Instructions for the task: Among the entries below, find the line with "pinky tip: (563, 434)", then quote it and each following line up to and including the line with "middle tip: (635, 394)", and nothing else.

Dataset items
↓
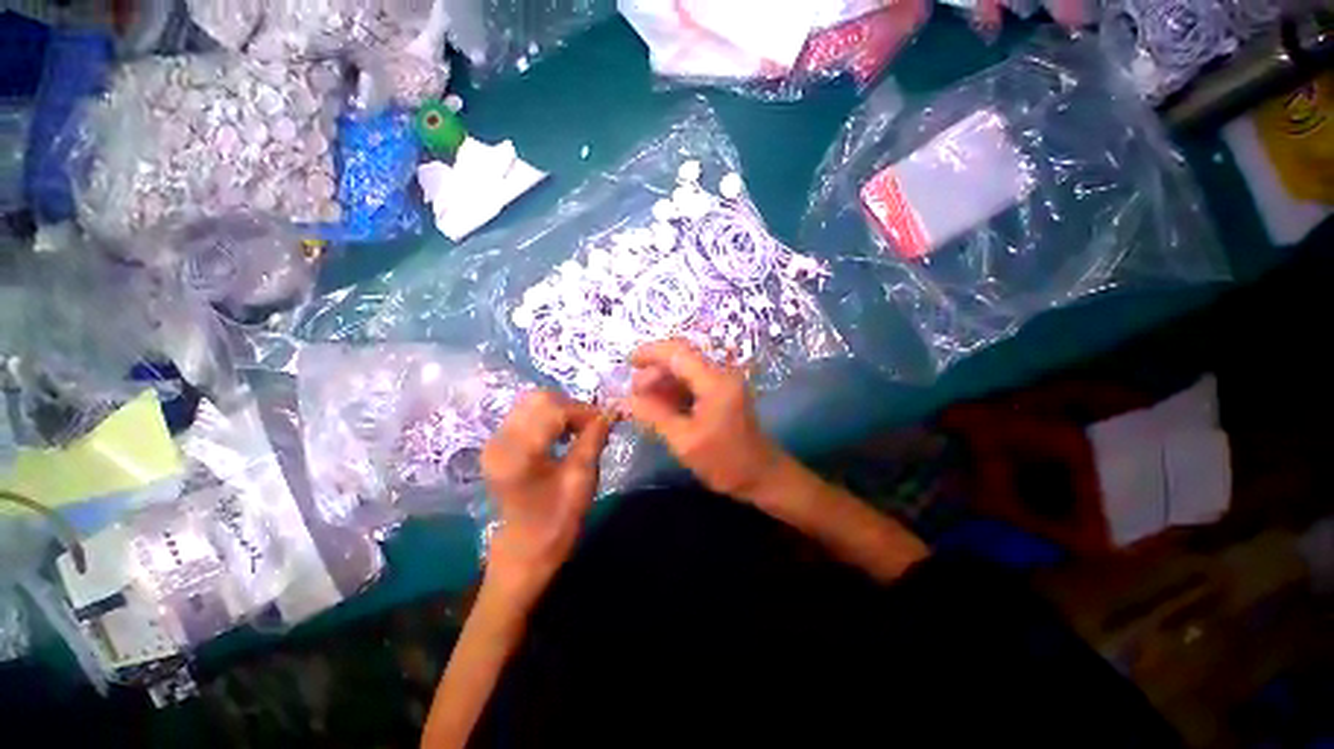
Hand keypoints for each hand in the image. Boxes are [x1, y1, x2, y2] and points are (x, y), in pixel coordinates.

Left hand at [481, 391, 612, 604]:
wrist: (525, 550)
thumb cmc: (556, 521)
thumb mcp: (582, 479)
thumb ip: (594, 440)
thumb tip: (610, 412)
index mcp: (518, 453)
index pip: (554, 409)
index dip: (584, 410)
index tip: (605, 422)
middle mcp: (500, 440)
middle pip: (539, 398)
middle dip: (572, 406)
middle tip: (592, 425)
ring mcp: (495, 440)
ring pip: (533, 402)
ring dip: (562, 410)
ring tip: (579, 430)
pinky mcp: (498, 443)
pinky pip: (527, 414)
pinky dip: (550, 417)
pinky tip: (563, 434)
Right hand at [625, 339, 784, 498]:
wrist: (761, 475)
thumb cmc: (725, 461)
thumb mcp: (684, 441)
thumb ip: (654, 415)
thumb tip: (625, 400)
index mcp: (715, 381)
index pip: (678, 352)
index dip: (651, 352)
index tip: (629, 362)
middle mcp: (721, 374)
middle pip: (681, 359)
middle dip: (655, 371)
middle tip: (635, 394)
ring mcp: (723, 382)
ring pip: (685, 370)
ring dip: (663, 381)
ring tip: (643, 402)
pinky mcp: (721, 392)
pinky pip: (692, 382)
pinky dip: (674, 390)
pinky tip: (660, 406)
↑
↓
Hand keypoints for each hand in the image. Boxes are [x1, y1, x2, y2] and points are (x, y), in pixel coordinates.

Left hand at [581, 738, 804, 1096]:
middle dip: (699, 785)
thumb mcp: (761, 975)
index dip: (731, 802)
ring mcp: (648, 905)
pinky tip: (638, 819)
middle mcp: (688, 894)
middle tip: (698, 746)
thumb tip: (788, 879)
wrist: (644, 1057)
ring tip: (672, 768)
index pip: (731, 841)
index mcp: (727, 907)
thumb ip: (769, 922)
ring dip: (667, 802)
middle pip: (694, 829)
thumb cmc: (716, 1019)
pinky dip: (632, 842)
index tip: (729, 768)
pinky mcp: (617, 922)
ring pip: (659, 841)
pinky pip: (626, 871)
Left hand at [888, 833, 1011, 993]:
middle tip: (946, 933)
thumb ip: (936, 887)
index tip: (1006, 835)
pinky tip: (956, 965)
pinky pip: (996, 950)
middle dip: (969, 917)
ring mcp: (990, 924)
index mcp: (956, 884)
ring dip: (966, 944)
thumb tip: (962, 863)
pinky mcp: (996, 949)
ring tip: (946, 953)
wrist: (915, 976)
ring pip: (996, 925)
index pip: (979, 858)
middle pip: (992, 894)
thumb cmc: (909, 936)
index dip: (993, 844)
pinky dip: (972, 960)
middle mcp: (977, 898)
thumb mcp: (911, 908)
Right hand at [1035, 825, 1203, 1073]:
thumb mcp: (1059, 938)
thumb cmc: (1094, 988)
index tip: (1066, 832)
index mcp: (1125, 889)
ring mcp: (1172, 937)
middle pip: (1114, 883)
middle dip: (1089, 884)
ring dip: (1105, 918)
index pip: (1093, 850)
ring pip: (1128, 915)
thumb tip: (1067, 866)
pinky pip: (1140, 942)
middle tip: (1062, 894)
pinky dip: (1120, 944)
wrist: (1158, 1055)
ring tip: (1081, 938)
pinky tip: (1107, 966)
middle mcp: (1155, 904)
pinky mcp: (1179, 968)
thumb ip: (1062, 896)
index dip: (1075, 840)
↑
↓
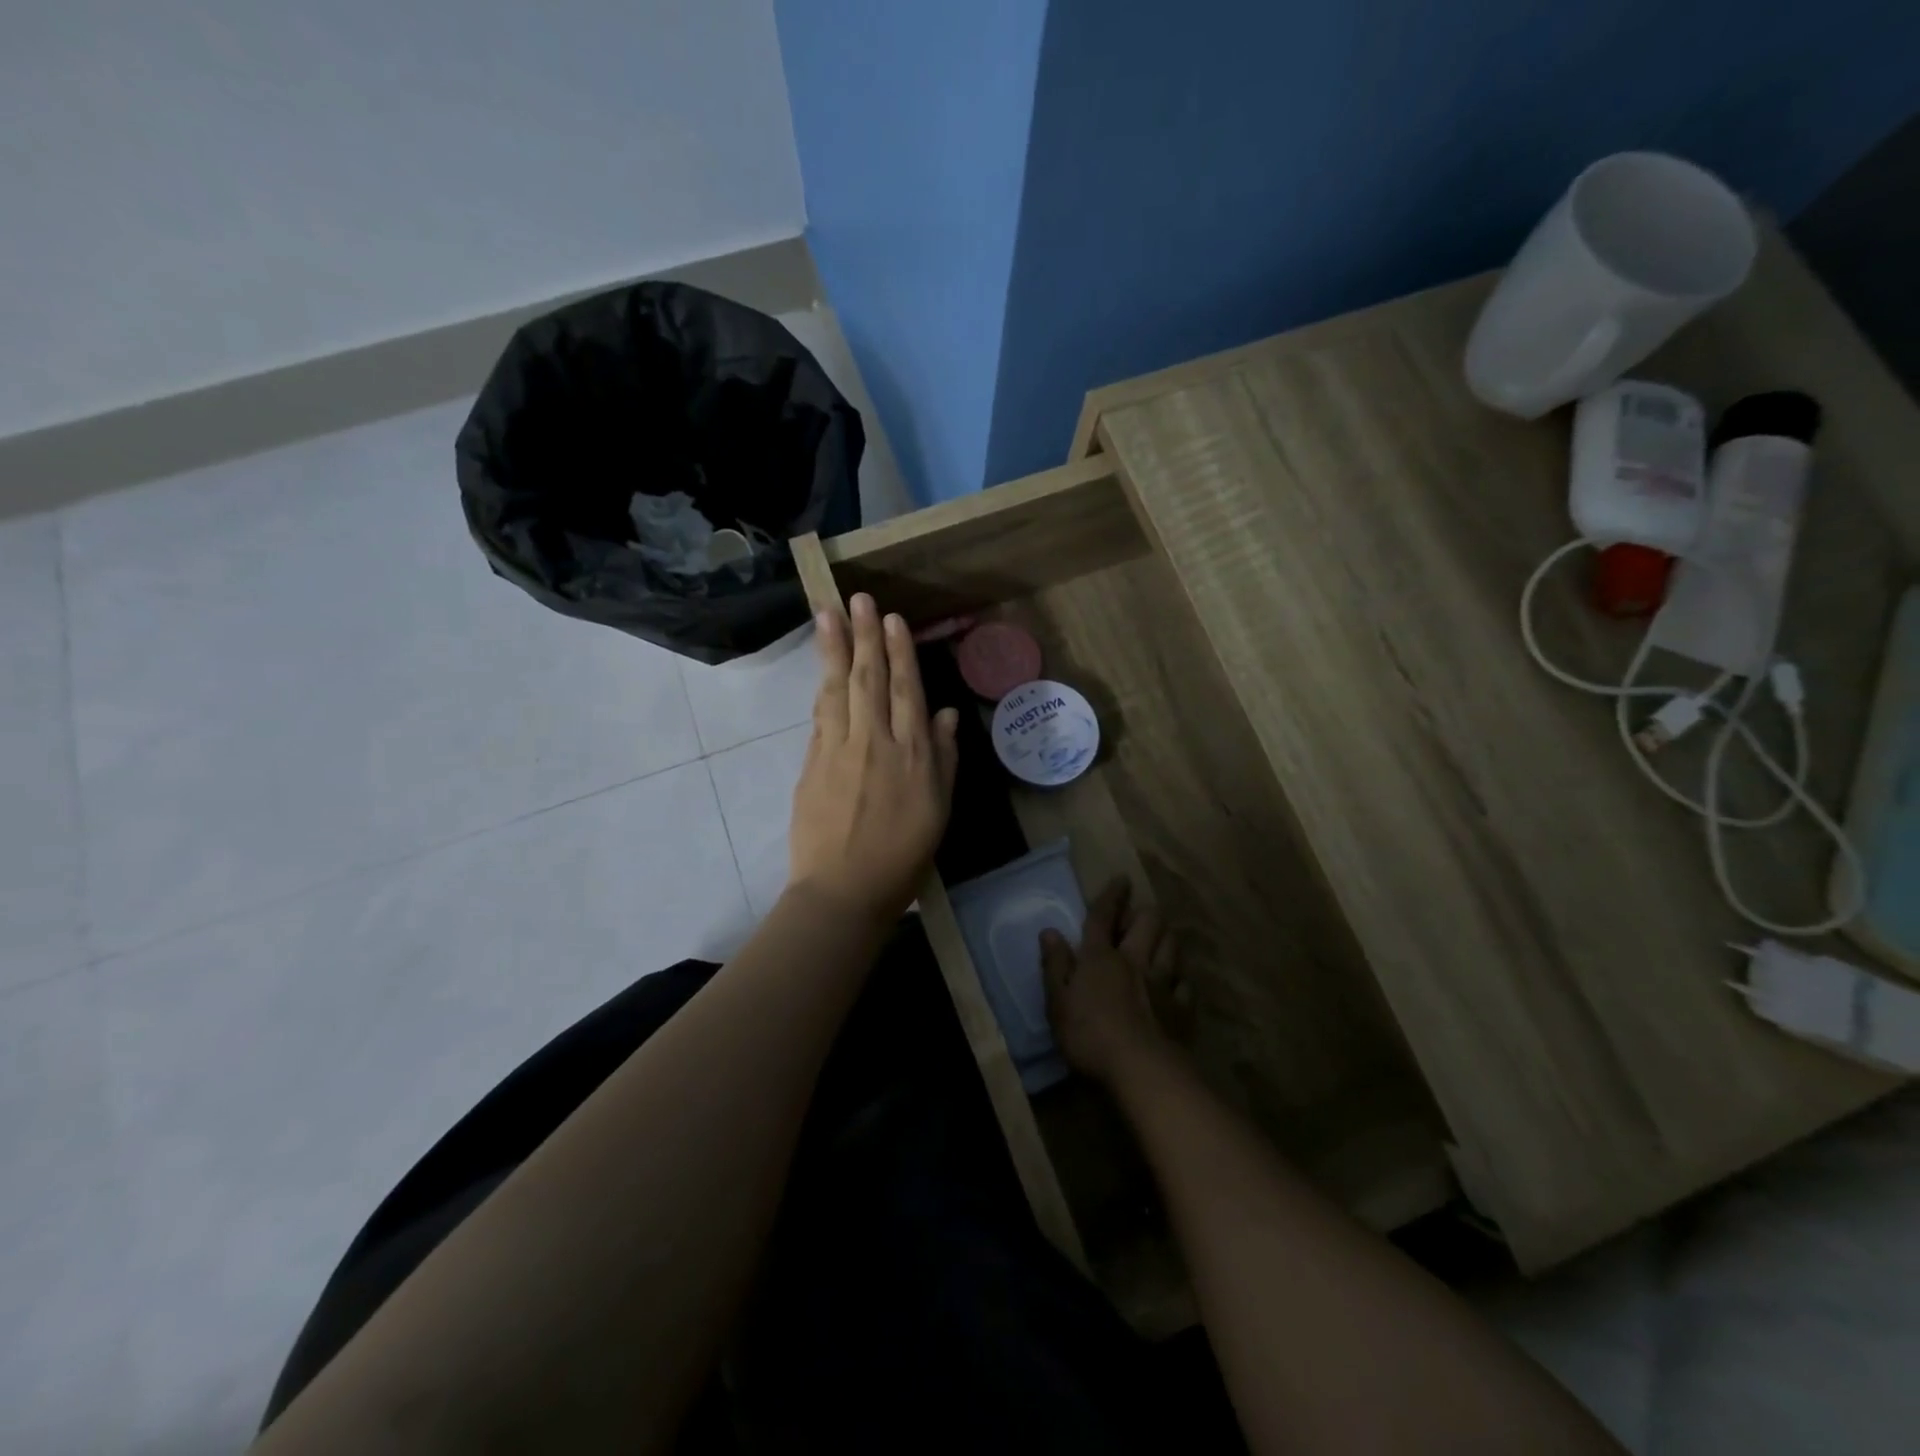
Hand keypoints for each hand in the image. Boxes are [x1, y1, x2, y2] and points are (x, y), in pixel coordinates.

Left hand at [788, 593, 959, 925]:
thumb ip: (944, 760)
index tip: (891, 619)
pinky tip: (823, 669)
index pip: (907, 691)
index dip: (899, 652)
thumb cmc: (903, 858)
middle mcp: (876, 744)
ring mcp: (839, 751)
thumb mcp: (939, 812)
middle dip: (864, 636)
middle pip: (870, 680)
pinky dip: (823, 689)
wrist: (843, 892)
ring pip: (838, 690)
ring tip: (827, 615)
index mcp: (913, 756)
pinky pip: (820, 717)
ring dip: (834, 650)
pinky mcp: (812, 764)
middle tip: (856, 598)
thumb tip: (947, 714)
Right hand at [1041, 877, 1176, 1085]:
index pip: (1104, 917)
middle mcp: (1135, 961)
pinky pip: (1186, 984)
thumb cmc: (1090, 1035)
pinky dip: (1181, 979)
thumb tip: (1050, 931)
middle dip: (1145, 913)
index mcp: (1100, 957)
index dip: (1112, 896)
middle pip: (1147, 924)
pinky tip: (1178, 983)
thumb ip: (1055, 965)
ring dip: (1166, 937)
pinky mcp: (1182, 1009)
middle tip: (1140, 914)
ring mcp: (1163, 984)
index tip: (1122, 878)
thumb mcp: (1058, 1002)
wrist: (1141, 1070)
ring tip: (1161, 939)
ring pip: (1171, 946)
↑
Task answer:
pinky tip: (563, 434)
Right hand at [625, 339, 784, 498]:
wrist: (761, 475)
thumb cmc: (725, 461)
thumb mcp: (684, 441)
thumb ip: (654, 415)
thumb tip: (625, 400)
index mcp: (715, 381)
index pip: (678, 352)
index dip: (651, 352)
index tip: (629, 362)
middle mcp: (721, 374)
middle pip: (681, 359)
middle dip: (655, 371)
middle tip: (635, 394)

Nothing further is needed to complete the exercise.